>>>>>

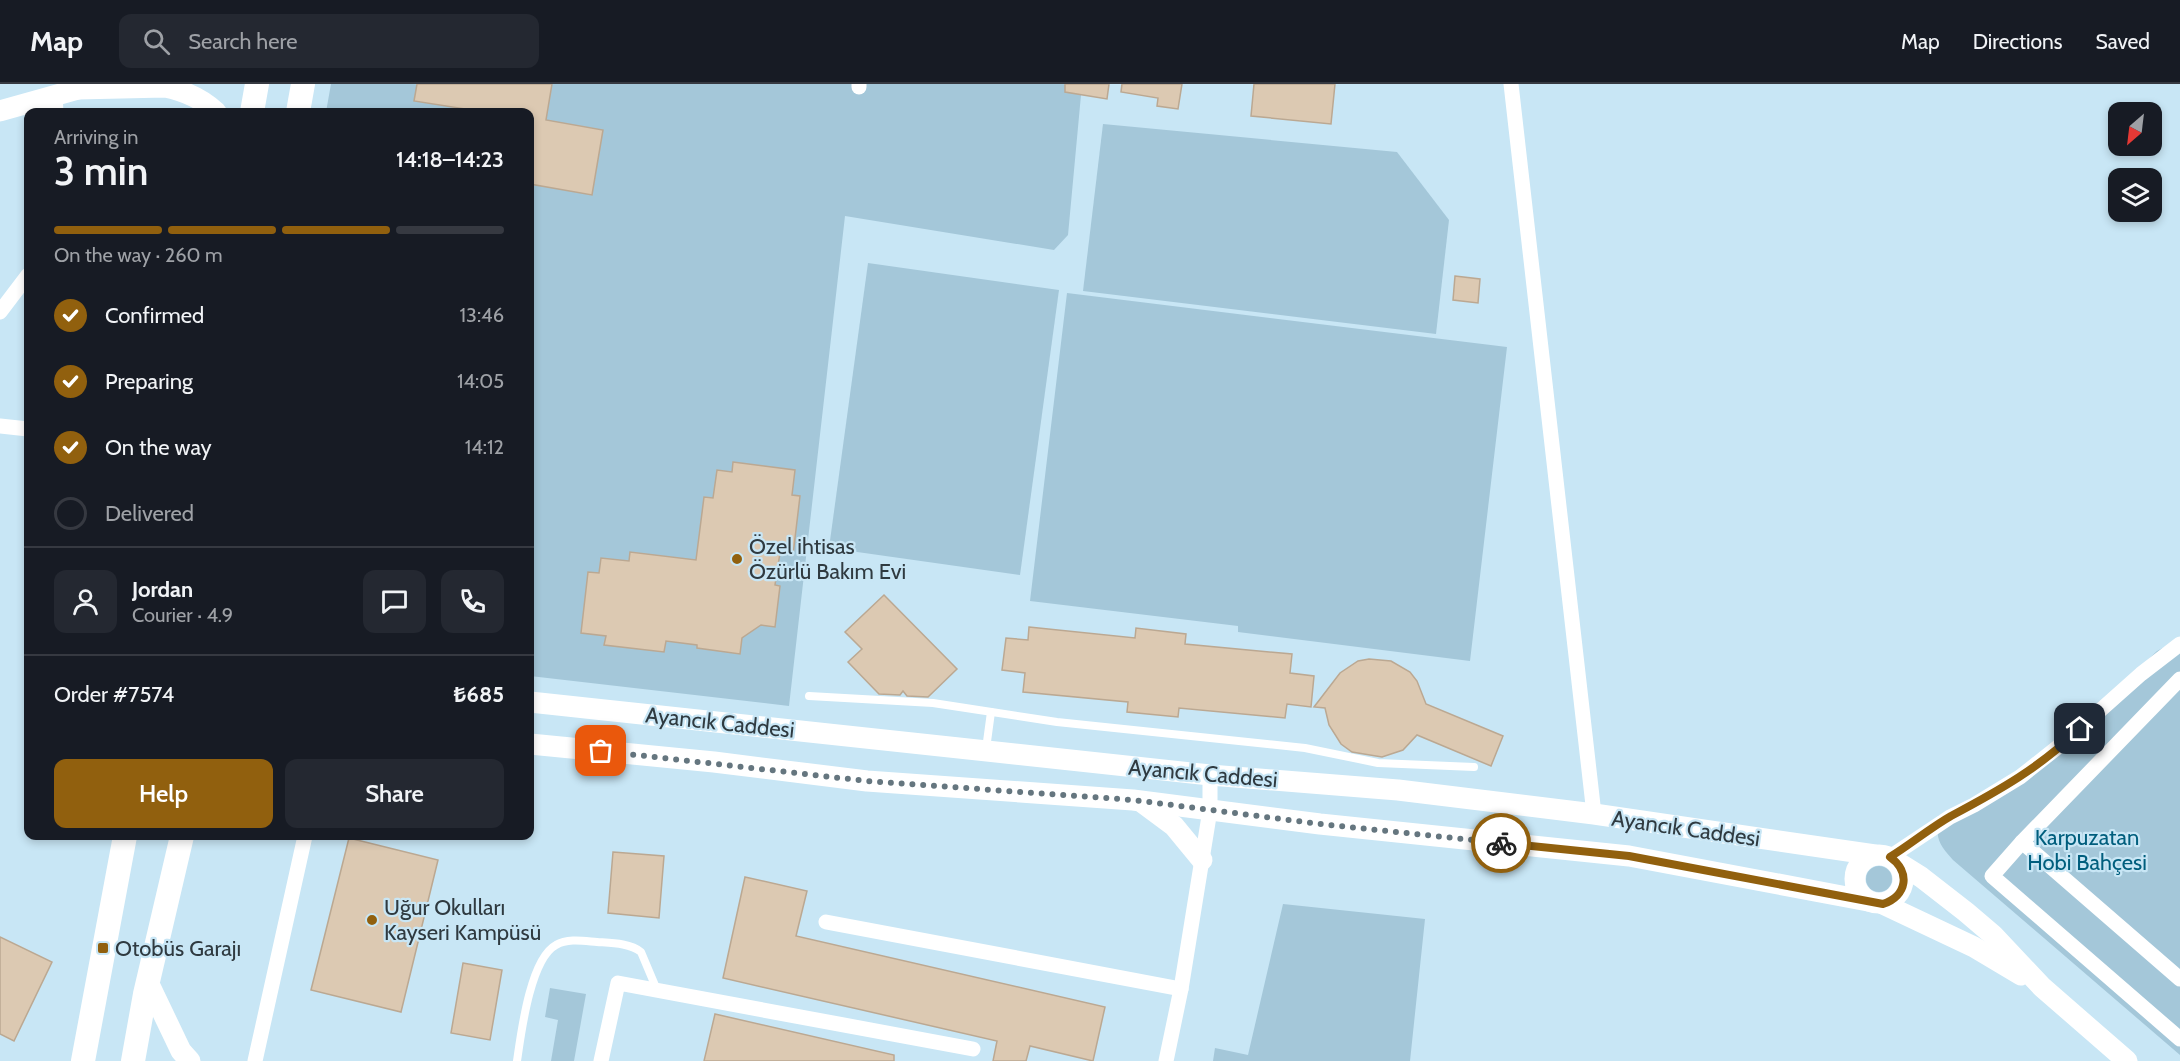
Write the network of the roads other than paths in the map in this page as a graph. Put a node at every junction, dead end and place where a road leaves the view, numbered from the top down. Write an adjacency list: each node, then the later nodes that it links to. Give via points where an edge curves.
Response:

<<<<<
>>>>>

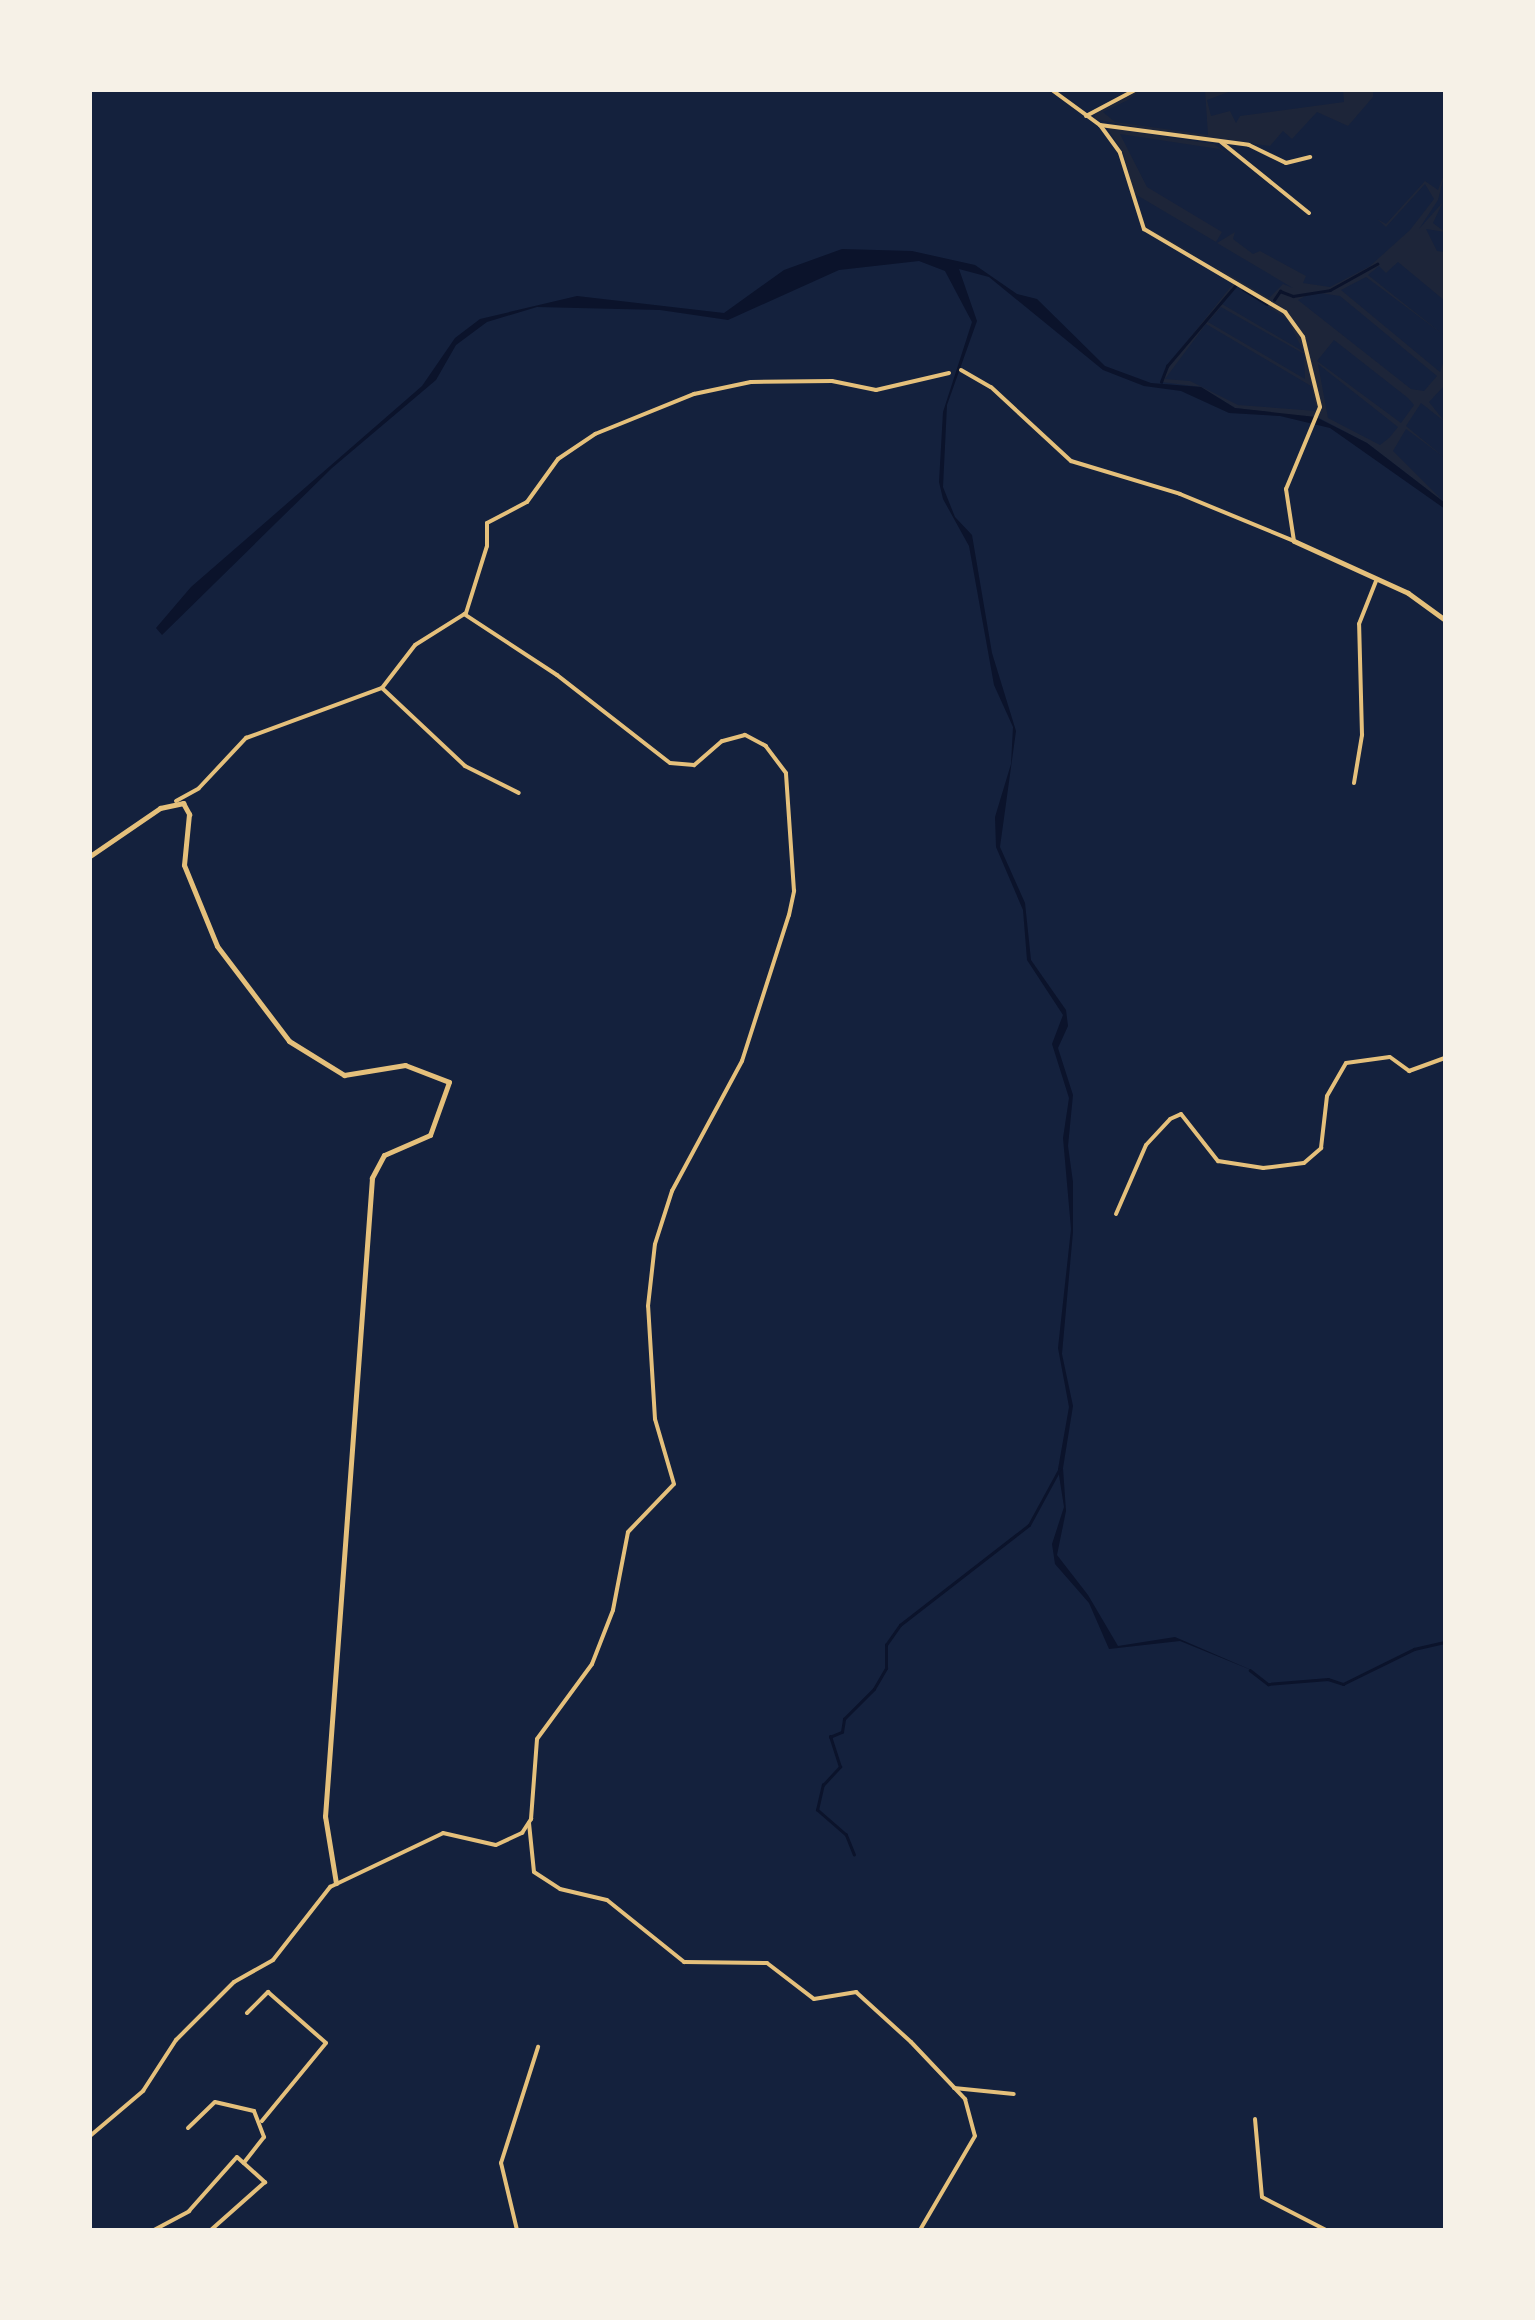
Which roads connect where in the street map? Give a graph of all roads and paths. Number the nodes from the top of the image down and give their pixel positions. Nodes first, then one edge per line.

<<<<<
>>>>>

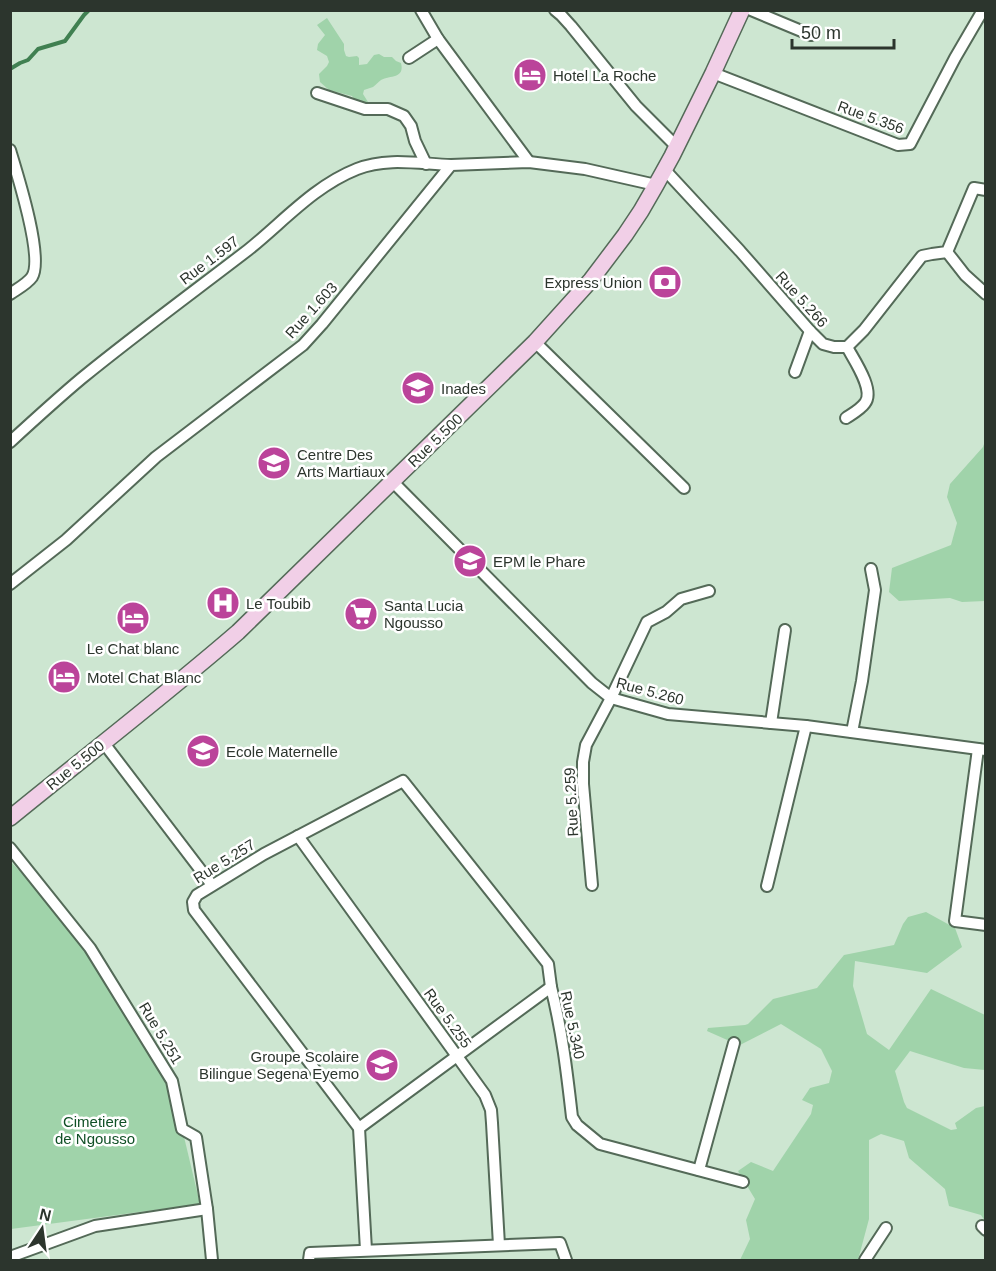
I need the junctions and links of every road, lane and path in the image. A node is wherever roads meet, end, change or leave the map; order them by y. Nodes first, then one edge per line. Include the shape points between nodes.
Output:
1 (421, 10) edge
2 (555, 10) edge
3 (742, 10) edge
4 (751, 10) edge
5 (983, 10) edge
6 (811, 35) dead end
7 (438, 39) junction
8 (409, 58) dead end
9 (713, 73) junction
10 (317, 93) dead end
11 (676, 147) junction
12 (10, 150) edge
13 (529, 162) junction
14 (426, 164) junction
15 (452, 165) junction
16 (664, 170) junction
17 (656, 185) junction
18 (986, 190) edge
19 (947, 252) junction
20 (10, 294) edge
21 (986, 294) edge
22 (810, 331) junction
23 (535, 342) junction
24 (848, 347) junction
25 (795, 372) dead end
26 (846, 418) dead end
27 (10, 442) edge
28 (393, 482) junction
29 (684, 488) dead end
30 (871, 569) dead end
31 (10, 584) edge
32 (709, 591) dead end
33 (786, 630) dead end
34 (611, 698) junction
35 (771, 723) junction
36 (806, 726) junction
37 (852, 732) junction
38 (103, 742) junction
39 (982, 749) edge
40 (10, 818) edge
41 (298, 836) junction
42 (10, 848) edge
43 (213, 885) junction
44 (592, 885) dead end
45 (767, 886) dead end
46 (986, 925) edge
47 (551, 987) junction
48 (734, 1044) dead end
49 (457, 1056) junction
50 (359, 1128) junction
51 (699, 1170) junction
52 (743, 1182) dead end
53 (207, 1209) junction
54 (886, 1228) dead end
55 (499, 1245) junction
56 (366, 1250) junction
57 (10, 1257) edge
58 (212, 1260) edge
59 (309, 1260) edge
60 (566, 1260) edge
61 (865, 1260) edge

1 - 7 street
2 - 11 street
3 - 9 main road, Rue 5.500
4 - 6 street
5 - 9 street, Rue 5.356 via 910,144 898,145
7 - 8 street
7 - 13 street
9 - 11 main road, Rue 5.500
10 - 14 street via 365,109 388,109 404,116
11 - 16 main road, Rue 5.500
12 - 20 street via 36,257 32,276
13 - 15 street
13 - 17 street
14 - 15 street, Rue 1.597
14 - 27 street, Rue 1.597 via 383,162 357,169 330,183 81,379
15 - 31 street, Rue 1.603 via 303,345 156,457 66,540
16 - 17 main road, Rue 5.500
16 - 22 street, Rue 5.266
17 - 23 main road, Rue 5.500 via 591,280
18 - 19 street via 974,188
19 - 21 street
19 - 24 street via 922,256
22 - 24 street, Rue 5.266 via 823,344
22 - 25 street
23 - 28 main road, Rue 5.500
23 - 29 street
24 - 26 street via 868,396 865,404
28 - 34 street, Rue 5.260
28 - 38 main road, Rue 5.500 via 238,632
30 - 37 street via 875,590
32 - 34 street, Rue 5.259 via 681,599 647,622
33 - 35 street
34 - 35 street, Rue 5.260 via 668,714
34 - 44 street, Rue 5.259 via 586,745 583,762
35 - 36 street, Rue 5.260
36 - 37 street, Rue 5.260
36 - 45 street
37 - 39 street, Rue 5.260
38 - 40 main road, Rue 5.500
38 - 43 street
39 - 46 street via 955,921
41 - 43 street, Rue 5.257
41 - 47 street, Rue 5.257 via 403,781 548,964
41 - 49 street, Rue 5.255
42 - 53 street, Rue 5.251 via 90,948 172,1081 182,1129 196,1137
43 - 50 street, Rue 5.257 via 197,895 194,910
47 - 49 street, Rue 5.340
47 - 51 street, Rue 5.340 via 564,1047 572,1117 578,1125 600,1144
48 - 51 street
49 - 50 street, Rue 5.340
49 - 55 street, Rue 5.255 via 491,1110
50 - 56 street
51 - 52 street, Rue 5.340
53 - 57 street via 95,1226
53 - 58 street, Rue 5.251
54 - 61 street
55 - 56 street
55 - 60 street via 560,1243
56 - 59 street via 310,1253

<<<<<

EXERCISE GOAL –
Search the entries for the word "image". Copy every line where it occurs.

ANSWER TO THE PROBLEM –
Which roads connect where in the street map? Give a graph of all roads and paths. Number the nodes from the top of the image down and give their pixel positions. Nodes first, then one edge per line.
I need the junctions and links of every road, lane and path in the image. A node is wherever roads meet, end, change or leave the map; order them by y. Nodes first, then one edge per line. Include the shape points between nodes.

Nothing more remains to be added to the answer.